Moise's assassination plunged the Caribbean nation, already plagued by hunger and gang violence, further into chaos, and triggered a hunt for the masterminds across the Americas.
Wearing a black dress and sling following the injuries she suffered during the attack, Martine Moise told Reuters in a room flanked by bodyguards on Monday that while Haitian authorities had made some advances, she feared progress had slowed.
"I feel that the process is... stalling a little," she said. "The people that did this are still out there, and I don't know if their name will ever be out. Every country that can help, please help."
Nearly two months after the July 7 assassination of her husband, key aspects of the murder remain shrouded in mystery.
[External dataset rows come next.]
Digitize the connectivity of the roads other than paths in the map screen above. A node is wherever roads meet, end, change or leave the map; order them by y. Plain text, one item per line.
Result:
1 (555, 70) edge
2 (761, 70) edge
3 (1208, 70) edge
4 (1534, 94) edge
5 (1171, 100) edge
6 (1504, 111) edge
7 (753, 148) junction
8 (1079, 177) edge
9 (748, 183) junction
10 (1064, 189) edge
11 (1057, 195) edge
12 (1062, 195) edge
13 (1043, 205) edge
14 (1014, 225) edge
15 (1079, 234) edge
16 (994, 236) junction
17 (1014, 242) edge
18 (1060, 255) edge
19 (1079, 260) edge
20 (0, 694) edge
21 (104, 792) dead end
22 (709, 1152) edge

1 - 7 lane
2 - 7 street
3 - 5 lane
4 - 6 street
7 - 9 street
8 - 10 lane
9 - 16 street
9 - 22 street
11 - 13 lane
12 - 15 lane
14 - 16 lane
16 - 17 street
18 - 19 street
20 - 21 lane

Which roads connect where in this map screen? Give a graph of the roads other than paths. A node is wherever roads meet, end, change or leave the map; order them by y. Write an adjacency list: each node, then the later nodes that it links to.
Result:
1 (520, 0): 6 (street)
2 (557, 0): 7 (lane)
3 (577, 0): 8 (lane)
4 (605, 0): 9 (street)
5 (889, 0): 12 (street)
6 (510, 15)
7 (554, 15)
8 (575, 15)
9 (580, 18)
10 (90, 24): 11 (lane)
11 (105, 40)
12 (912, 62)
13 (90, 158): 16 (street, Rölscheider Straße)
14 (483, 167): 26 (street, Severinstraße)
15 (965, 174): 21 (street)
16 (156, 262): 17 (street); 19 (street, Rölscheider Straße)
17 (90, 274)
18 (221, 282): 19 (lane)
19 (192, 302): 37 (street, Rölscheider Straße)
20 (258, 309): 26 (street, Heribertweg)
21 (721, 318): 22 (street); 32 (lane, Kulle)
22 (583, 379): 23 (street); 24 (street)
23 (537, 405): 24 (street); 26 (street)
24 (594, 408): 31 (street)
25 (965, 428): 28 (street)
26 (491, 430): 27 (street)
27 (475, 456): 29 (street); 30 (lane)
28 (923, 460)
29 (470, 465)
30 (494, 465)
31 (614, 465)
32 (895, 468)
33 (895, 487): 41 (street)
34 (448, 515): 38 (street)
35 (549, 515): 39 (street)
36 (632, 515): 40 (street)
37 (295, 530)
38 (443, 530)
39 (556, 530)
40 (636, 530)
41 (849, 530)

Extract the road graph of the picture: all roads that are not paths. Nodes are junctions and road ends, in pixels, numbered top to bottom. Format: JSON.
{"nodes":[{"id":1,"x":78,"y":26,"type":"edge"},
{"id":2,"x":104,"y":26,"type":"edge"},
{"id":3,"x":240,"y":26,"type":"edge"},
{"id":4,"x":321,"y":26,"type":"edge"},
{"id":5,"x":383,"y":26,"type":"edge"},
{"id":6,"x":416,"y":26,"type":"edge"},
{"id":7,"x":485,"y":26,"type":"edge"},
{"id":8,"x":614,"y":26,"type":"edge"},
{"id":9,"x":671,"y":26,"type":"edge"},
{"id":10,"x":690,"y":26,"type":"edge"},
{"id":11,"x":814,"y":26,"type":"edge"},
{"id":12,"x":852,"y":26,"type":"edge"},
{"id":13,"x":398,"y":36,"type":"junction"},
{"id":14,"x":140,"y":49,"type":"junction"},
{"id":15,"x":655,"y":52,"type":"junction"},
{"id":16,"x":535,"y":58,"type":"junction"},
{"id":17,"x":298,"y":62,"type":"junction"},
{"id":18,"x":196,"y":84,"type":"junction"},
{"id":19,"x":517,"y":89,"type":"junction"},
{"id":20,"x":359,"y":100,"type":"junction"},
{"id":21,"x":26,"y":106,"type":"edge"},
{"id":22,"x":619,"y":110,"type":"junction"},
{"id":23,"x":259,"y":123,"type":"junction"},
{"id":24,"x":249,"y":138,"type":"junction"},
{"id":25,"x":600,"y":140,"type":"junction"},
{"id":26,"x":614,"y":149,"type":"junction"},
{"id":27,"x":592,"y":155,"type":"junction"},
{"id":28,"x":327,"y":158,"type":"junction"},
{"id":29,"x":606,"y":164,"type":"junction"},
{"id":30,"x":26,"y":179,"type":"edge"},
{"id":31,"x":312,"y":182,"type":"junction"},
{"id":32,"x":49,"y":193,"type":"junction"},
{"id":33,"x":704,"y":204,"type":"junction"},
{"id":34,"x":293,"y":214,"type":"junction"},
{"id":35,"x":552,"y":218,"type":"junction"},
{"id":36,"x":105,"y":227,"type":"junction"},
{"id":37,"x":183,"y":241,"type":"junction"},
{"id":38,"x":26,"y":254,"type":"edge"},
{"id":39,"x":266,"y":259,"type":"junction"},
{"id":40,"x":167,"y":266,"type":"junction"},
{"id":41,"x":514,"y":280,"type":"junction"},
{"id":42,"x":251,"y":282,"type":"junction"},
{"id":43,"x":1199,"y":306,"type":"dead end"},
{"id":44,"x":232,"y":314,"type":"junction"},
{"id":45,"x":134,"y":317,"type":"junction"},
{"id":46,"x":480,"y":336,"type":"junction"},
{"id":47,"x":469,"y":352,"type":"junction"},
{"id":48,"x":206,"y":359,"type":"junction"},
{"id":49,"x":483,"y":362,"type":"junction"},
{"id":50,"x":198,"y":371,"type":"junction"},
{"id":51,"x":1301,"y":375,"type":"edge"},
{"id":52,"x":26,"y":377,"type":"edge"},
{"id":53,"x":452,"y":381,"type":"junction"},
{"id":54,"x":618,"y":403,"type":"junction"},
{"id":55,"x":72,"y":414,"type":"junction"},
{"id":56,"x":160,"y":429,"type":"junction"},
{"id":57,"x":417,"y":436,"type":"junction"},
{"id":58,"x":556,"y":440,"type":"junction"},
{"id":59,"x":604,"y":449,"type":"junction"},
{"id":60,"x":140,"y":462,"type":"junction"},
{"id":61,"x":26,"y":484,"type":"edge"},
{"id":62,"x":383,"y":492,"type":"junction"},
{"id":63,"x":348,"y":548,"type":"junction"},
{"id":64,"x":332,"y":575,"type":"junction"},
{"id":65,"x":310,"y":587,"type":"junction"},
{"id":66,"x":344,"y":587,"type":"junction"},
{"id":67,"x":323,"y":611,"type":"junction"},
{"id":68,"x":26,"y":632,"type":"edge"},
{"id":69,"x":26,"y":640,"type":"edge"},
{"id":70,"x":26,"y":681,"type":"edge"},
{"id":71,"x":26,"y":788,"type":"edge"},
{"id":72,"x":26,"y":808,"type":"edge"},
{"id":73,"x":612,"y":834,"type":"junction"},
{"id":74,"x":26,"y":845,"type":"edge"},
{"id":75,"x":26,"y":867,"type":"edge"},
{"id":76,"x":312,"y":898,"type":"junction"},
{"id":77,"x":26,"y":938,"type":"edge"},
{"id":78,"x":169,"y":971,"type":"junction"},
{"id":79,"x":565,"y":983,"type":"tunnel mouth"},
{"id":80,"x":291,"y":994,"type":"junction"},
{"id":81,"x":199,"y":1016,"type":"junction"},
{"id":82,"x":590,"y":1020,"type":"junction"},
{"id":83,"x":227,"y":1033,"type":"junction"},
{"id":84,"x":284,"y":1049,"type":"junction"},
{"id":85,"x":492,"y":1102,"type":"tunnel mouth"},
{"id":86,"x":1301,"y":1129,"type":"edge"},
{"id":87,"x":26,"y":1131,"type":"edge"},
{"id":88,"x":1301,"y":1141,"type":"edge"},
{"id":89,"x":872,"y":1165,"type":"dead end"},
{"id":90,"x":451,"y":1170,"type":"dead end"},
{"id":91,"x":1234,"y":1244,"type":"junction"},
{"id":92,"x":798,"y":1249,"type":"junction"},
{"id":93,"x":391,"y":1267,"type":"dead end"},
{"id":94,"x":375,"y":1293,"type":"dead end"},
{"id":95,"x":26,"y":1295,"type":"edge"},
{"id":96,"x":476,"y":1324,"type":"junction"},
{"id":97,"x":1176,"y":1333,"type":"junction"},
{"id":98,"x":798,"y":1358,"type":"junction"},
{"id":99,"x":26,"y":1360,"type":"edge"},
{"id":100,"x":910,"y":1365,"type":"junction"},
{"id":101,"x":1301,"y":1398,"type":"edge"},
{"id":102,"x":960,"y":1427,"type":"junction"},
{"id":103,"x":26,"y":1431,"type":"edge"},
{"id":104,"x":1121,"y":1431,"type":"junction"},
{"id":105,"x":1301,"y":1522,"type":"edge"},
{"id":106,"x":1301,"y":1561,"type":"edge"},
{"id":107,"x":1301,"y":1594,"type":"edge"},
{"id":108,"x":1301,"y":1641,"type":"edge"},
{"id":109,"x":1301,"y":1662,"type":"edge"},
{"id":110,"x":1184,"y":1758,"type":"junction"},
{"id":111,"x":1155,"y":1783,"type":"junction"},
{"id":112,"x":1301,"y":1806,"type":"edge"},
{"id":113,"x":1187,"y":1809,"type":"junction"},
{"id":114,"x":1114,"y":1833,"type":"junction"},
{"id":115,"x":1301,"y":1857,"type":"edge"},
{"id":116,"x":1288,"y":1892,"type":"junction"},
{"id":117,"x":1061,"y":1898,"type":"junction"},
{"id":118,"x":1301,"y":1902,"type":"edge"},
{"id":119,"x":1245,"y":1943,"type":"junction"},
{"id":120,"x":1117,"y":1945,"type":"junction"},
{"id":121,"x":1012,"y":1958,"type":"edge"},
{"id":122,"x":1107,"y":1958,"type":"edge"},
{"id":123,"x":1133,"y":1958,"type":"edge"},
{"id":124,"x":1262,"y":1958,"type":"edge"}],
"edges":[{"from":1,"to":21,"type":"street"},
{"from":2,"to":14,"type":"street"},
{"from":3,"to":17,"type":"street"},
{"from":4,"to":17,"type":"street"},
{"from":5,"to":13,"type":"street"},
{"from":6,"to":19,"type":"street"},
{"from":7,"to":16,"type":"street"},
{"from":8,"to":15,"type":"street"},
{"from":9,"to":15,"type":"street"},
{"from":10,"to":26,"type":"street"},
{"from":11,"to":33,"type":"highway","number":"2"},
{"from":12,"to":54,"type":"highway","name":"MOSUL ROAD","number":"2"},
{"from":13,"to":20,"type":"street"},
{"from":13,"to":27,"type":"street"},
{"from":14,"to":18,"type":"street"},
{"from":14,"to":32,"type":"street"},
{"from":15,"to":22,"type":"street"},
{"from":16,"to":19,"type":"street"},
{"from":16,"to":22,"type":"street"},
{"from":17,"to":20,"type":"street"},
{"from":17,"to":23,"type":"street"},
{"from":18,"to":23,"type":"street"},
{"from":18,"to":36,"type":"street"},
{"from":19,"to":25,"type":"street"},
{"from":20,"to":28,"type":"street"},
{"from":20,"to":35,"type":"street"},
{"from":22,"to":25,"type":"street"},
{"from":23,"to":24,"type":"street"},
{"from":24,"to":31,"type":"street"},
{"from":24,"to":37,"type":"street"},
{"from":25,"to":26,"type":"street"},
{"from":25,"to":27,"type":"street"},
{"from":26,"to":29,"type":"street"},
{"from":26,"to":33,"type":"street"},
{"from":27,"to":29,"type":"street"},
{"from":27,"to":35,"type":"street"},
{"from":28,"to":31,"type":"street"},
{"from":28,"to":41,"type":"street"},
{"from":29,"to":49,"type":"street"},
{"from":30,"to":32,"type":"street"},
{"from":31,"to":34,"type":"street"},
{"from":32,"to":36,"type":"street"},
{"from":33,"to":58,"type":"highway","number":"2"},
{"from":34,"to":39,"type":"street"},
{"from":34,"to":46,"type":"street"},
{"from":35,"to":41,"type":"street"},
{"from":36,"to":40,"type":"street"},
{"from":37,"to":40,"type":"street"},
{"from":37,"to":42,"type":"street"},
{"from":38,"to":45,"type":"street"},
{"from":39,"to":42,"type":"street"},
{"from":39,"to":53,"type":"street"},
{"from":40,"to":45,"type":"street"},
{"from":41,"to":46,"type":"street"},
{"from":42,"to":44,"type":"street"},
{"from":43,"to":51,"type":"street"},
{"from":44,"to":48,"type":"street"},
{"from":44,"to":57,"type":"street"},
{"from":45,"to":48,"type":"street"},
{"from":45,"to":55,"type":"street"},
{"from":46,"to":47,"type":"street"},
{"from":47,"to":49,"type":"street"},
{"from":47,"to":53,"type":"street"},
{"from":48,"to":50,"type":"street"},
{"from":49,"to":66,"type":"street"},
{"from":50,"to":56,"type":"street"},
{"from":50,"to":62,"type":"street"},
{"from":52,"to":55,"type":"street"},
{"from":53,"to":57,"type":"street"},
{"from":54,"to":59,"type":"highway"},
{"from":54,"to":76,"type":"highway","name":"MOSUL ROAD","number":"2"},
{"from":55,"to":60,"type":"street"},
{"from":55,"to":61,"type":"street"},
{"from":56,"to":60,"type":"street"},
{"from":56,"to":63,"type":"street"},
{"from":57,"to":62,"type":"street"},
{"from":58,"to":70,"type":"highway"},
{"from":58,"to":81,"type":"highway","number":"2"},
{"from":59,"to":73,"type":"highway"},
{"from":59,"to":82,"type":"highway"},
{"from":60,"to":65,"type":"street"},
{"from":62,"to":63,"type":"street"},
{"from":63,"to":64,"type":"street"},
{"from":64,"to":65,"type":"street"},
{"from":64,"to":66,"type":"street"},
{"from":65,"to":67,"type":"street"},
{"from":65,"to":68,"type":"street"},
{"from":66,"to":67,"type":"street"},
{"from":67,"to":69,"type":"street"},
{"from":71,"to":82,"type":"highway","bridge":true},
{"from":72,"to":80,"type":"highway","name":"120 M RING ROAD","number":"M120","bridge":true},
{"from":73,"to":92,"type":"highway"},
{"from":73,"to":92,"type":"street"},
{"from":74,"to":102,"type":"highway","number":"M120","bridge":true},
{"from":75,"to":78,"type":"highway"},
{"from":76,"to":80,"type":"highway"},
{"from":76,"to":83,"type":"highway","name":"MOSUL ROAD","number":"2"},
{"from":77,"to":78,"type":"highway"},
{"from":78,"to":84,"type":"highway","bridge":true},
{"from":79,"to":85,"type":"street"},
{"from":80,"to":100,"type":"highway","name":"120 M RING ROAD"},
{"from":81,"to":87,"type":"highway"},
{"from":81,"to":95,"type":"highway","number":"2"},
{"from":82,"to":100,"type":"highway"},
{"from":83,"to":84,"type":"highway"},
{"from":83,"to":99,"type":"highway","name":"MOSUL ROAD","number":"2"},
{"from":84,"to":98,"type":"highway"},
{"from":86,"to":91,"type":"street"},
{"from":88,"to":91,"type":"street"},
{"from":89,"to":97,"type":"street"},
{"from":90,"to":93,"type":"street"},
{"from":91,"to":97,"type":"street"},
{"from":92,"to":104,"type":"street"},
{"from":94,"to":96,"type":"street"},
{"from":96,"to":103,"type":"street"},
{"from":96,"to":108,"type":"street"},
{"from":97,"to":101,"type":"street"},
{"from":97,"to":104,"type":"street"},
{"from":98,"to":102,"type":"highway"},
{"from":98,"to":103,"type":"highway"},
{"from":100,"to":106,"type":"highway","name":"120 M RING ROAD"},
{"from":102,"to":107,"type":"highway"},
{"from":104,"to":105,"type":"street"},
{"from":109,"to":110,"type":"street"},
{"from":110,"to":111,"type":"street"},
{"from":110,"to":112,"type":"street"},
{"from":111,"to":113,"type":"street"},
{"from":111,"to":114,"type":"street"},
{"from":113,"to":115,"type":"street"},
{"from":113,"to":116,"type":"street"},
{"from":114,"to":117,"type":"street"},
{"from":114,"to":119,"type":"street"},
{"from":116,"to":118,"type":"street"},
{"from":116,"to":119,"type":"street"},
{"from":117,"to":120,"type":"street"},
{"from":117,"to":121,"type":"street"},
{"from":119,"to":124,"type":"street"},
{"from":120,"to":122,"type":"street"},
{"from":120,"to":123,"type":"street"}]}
Haitian police have arrested more than three dozen suspects, including 18 Colombian mercenaries, an obscure Haitian-American doctor they say aspired to be president, and the head of Moise's security team.
But they have made public little in the way of evidence.
"Those people (they have arrested) did it, but someone gave the orders, someone gave the money," Moise told Reuters.
She said she had spoken twice with the U.S. Federal Bureau of Investigation (FBI) and felt they could "find the people that financed that odious crime."
As security worries have dogged the investigation in Haiti, one judge investigating the case stepped down, citing concerns for his safety.
First lady Moise said Haiti's Prime Minister Ariel Henry, who is also now dealing with the aftermath of an August earthquake that killed more than 2,000 people, must call for elections as soon as possible to ensure stability.
"I think the advice that my husband would give him (is) try to have an election. With the election you can have peace, you can think long term," she said.
Elections initially slated for September have been postponed until November, and some have speculated they could be delayed further following the quake.
"If they want elections to happen, (they) will," said Moise.
Moise confirmed previous comments she had made in interviews on her interest in running for president herself but said that she would take care of her family first.
"I want to run for president. I won't let the vision of the president die with him. With the earthquake too, there's a lot to be done in Haiti," she said.
HAITI RUMOR MILL
Amid the ongoing investigation and arrests, conspiracy theories about the murder in Haiti have swirled for weeks.
Friends of the murdered president have told Reuters he feared for his life immediately before he was killed.
His wife on Monday said he had not talked to her of a specific plot against him.
"If he knew he would talk about it... but he never did," she said. "Because having Colombians, having soldiers here in Haiti, they are here for something."
She denied social media rumors that Moise had squirreled away millions in cash in his official residence in the upscale suburb of Petion-Ville.
"It is a president. There is some money. But the amount of $48 million that I heard in social media, that can't be true. Where in the room (can you stick) $48 million?"